My co-worker and I tried to use inquiry and perspectives to help find a different method to discipline the student. My co-worker thought that he could get his point through to this student by raising his voice, but that was a mistake. We wanted him to be a part of the process to help him see what needed to happen for him to succeed. Unfortunately, it is too little, and too late. Discipline that is reactive and punitive has combined with an adversarial social environment in this student’s life to create a problematic mixture.
Ways the Social Foundations perspective changes my ideas on student discipline: More people must be involved in the process. In the place of people advocating for their own position, students and faculty should be involved in the process. This will take much more time, but will provide a healthier and more holistic approach to each student. It may also give time for emotions to subside. It would also give a place for feelings of victims to be expressed and potentially model healthy communication between peers and between faculty and students. This improvement in communication could lead to a decrease in misunderstanding that is caused by quick and overly judgmental thoughts and decisions. The idea of taking a longer time to decide on punishment is scary in a school, because discipline is often thought to be best when quick and firm.

Monday, May 01, 2006

Opened...

My eyes have been opened to a new world of life. Interacting with those I have ne'er interacted, working in a way I have ne'er worked, seeking impact in new ways. Mentally floating in and out of focus on my current vocation while constantly dreaming of new ways to change the world around me for the better and realizing that I need patience above all else for success.

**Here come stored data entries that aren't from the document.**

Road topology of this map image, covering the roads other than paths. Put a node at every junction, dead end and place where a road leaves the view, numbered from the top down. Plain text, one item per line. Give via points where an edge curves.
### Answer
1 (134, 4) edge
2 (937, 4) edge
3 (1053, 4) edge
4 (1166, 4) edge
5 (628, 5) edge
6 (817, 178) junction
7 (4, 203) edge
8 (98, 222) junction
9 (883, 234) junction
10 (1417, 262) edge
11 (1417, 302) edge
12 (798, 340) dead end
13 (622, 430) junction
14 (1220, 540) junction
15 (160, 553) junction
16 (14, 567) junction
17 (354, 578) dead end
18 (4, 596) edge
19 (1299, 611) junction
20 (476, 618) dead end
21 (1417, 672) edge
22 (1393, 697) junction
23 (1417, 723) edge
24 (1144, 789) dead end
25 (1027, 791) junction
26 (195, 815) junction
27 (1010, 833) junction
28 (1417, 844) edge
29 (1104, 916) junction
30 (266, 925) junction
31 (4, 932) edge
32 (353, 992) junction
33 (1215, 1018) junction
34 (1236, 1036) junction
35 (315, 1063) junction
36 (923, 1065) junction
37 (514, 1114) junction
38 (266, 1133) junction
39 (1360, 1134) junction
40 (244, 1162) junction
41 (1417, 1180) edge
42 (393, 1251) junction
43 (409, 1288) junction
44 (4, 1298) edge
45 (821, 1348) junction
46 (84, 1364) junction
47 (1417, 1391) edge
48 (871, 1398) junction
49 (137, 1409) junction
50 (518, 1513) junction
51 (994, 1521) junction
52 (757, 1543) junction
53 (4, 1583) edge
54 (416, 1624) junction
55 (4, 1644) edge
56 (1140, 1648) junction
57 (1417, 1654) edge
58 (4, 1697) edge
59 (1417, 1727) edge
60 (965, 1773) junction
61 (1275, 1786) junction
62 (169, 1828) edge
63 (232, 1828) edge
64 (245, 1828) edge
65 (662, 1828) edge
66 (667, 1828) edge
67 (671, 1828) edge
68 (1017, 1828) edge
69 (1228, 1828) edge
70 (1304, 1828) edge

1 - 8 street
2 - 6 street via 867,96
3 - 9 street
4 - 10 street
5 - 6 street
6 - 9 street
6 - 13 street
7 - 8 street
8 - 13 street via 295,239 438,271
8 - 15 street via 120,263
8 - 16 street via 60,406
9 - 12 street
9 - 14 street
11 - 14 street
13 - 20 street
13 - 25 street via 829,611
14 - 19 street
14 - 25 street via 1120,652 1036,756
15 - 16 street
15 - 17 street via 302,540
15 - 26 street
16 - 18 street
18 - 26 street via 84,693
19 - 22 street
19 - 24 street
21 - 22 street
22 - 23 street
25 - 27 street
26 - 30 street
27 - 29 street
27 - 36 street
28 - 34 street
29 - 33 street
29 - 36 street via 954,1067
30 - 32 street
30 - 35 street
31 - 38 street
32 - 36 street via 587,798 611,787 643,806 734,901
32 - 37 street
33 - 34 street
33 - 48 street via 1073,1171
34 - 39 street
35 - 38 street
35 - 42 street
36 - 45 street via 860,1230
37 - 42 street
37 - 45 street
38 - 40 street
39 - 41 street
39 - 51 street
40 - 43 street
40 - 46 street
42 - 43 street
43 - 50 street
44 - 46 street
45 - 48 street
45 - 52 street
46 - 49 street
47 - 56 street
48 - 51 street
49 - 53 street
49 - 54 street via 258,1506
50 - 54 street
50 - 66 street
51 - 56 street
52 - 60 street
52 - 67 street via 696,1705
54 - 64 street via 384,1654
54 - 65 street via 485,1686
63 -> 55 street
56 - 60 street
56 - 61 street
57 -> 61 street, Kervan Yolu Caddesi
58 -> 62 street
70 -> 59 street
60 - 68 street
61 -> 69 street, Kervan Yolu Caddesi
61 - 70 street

Blessings abound in the new life brought into my life via my wife's womb - soon to be delivered in the late summer. Joy has known no greater than that of a new child, though 6 months ago there was not happiness in the joy, only hope and love.

Instability has fallen to stability - at least for now, and life lurches ahead with blinding speed.

Faithfulness pursued seemingly alone easily defeats, but recognition of a greater body brings courage.

My wife's beauty increases daily as does my love for her.

On living in the near south, racism seems to protrude like a sore thumb, only behind closed doors. How often those carrying the image of God are defamed by those claiming the image of God in the name of education and different forms of elitism.

Knowledge is humbling as there seems to always be a next step, yet the next step can illuminate the previous step even more.

Life stories continue to collect, and I continue to be grateful that I have been brought to a new land to learn the stories of our place and the people that bring life to it.